2. Kembalikan Tanah Leluhur Suku Sakai
AGRA menegaskan bahwa tanah-tanah yang telah disita negara harus dikembalikan kepada Suku Sakai selaku pemilik wilayah adat. Suku Sakai berhak menentukan pengelolaan tanah tersebut, apakah ingin bekerja sama atau menghutankannya kembali.
3. Bubarkan Satgas PKH
AGRA menilai Satgas PKH dan PT APN justru menjadi pemicu konflik horizontal dan memperkuat dominasi kapitalis-birokrat atas komoditas sawit dan pertambangan. Karena itu, mereka mendesak pemerintah membubarkan Satgas PKH.
4. Hentikan Perampasan Tanah Rakyat
Organisasi ini juga meminta pemerintah mengembalikan tanah-tanah rakyat yang disita secara manipulatif dengan dalih penerbitan kawasan hutan kepada petani miskin dan masyarakat tak bertanah.
5. Jalankan Land Reform Sejati
AGRA mendesak pemerintah melaksanakan reforma agraria sejati dengan membagikan tanah secara cuma-cuma kepada buruh tani dan petani kecil sebagai fondasi industrialisasi nasional.
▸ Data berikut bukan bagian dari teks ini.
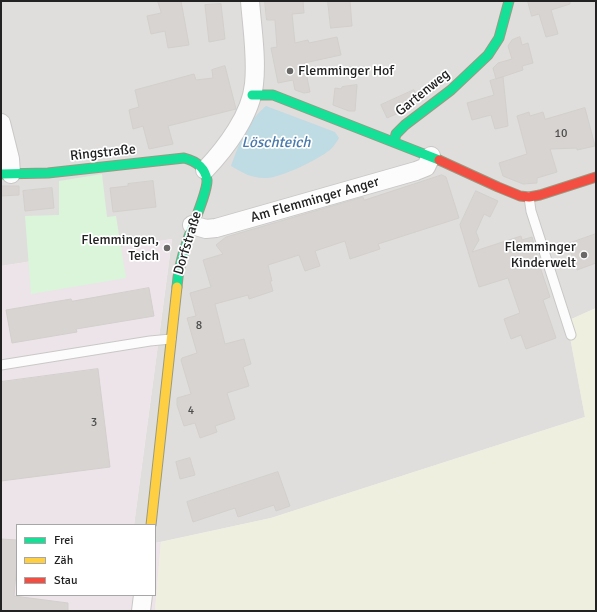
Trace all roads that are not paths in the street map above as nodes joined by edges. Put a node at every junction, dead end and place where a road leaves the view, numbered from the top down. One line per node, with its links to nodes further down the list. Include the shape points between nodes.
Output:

Warga Minta Perlindungan Negara
Peristiwa penyerangan terhadap masyarakat adat Sakai menambah panjang daftar konflik agraria di Provinsi Riau. Masyarakat kini mendesak negara turun tangan secara penuh untuk memberikan perlindungan, menindak para pelaku kekerasan, dan memastikan bahwa proses penyitaan dan pengelolaan aset tidak lagi menimbulkan pertumpahan darah di lapangan.